E-commerce website search architecture solution

Source: Internet
Author: User
ArticleDirectory
    • 4.1.1 database product table analysis:
    • 4.1.2 Lucene indexing program:
    • 4.1.3 Lucene index Library:
    • 4.3.1 Weight Calculation
    • 4.3.2 Automatic Index Update

The e-commerce search architecture solution is actually the application of e.net. If the company has a small temple and few people, you can also take a look at it at ordinary times. I have done some examples before, so that I can write the architecture solution. I am a lazy guy. I am crazy about searching architecture on the Internet. I haven't written it yet because of my architecture.CodeI read my blog every day, and I got a rough sketch after two weeks. This is not the last day of the Tomb Sweeping Day. Now I can only share my sketch, I hope everyone will be waiting for it. It is depressing to be bored at home, and the efficiency is too low.

Based onLuceneSearch Scheme

1. Lucene Introduction

Lucene is a top-level open-source project of Apache. It is a full-text search engine implemented by Java. It supports full-text indexing and retrieval based on various document formats, including word and PDF, excluding graphics.

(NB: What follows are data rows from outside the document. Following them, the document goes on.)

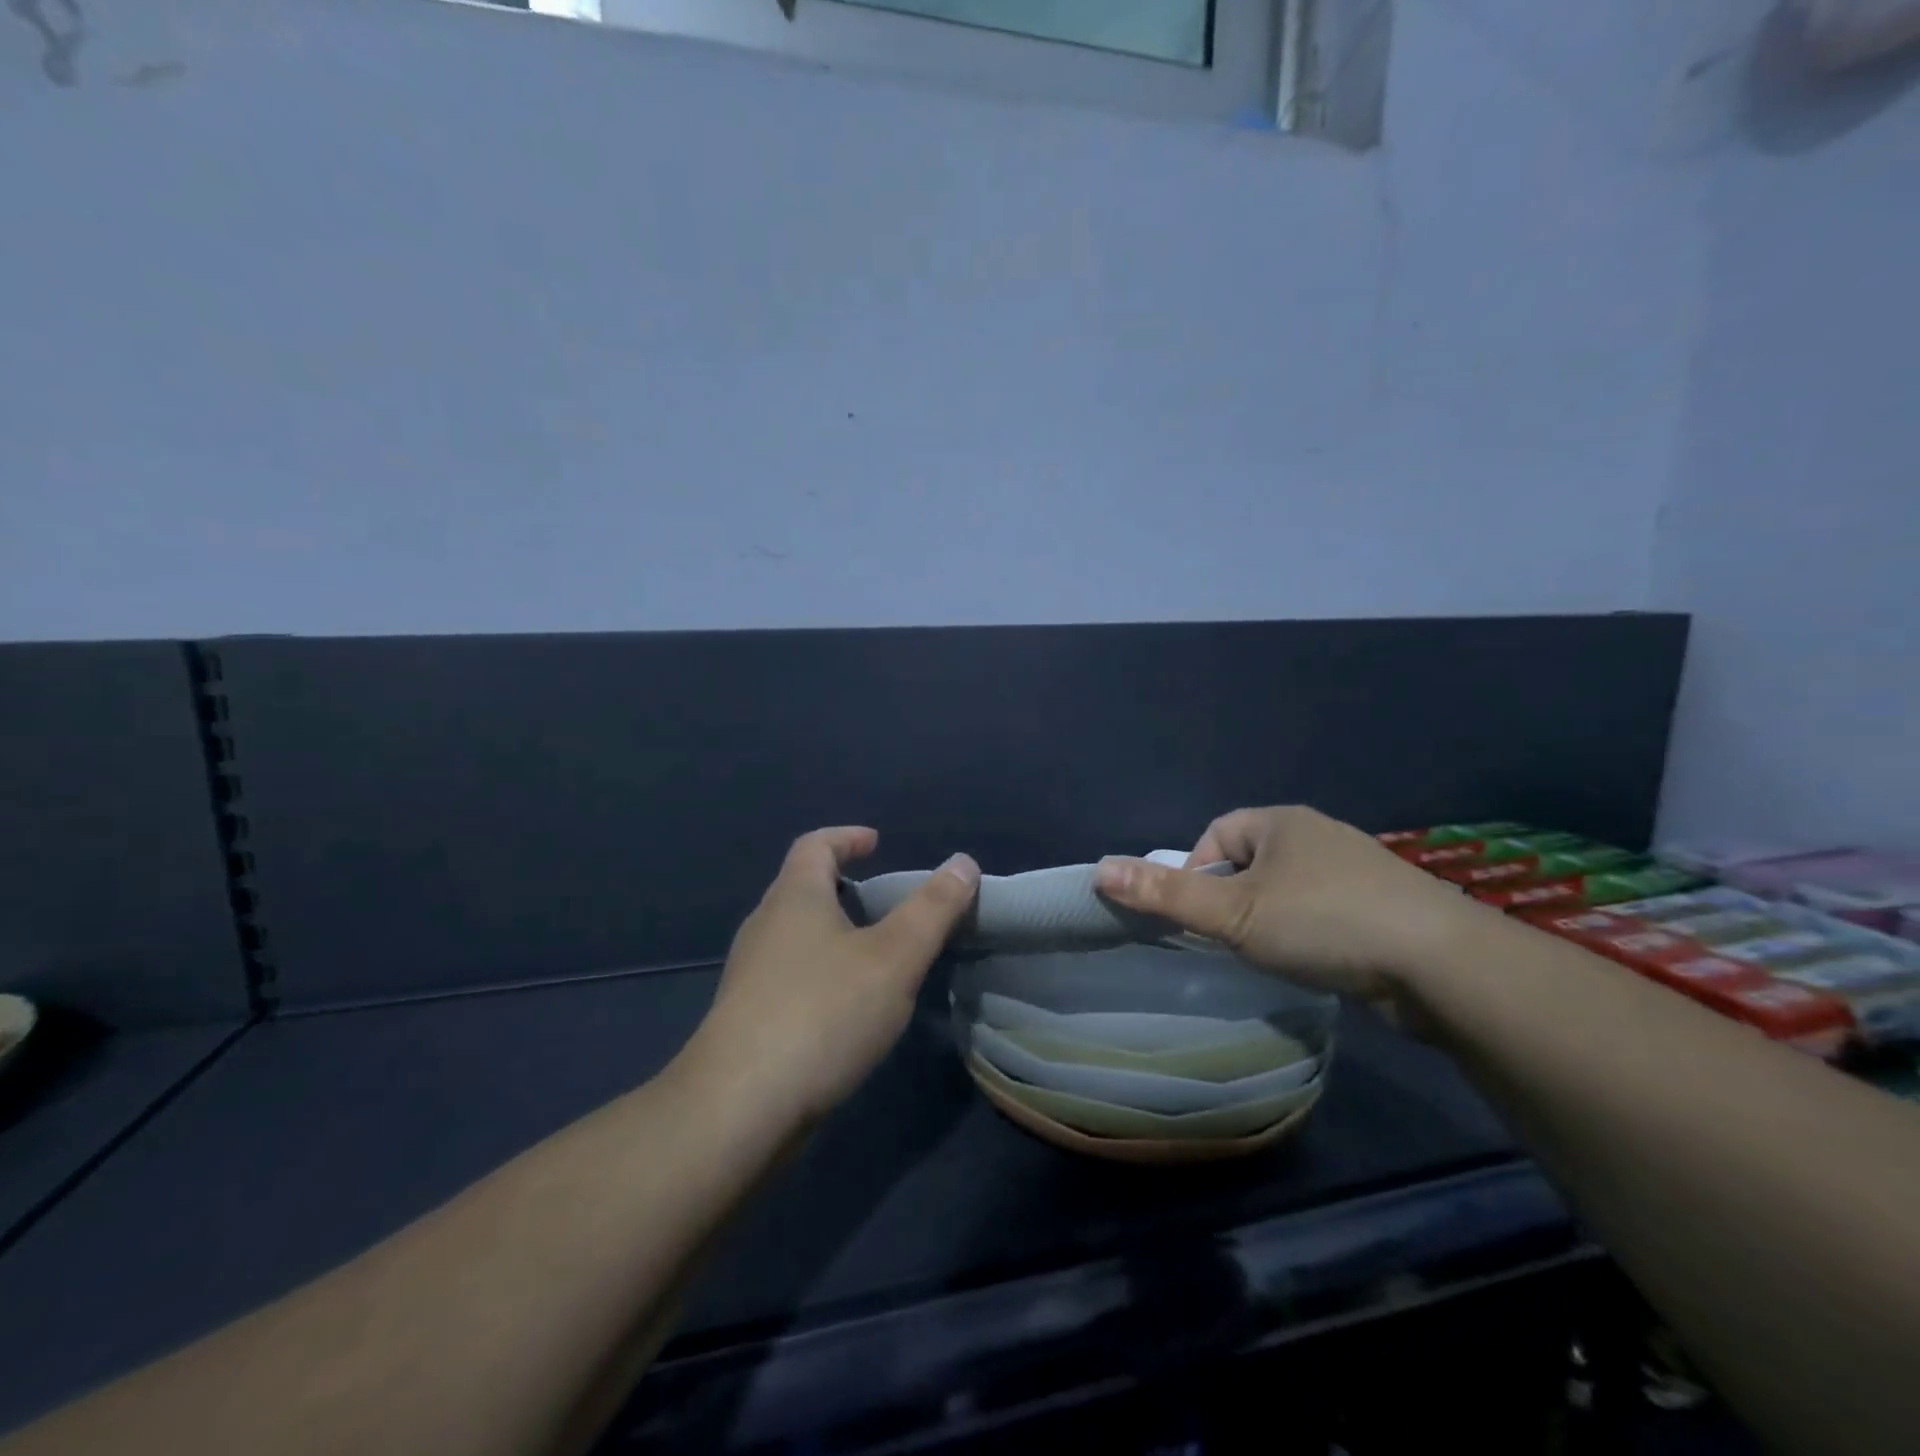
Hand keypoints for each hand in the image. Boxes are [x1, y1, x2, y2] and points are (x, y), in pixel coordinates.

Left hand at [690, 827, 979, 1123]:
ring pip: (796, 936)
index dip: (847, 837)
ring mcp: (750, 975)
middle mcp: (764, 927)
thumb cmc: (823, 1013)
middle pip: (802, 888)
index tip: (877, 843)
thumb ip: (932, 909)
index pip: (815, 844)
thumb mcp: (894, 957)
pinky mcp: (747, 1018)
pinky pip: (790, 976)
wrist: (739, 1108)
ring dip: (833, 933)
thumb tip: (963, 863)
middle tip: (885, 904)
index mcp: (794, 898)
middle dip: (843, 887)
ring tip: (874, 956)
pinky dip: (821, 972)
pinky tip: (846, 1008)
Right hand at [1094, 806, 1484, 1004]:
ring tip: (1268, 956)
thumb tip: (1099, 870)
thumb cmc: (1324, 923)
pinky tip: (1314, 962)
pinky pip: (1325, 911)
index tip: (1195, 917)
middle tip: (1228, 941)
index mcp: (1281, 822)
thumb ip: (1166, 896)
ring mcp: (1356, 871)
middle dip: (1232, 899)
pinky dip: (1308, 933)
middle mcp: (1318, 836)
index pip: (1216, 835)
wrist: (1442, 965)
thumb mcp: (1234, 913)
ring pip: (1289, 889)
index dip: (1195, 872)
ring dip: (1270, 918)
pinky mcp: (1384, 907)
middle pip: (1251, 862)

Lucene.net is a C # version of Lucene, which is translated by Java Lucene and published by Apache as an open-source project. Its functions are basically the same as those of Java. However, it lacks good technical support andCommunityActivity, which has been put into the incubator by Apache

Lucene write: The source file is processed by analyzer, including word segmentation, weight processing, generating document records, and writing to memory (hard disk or memory ).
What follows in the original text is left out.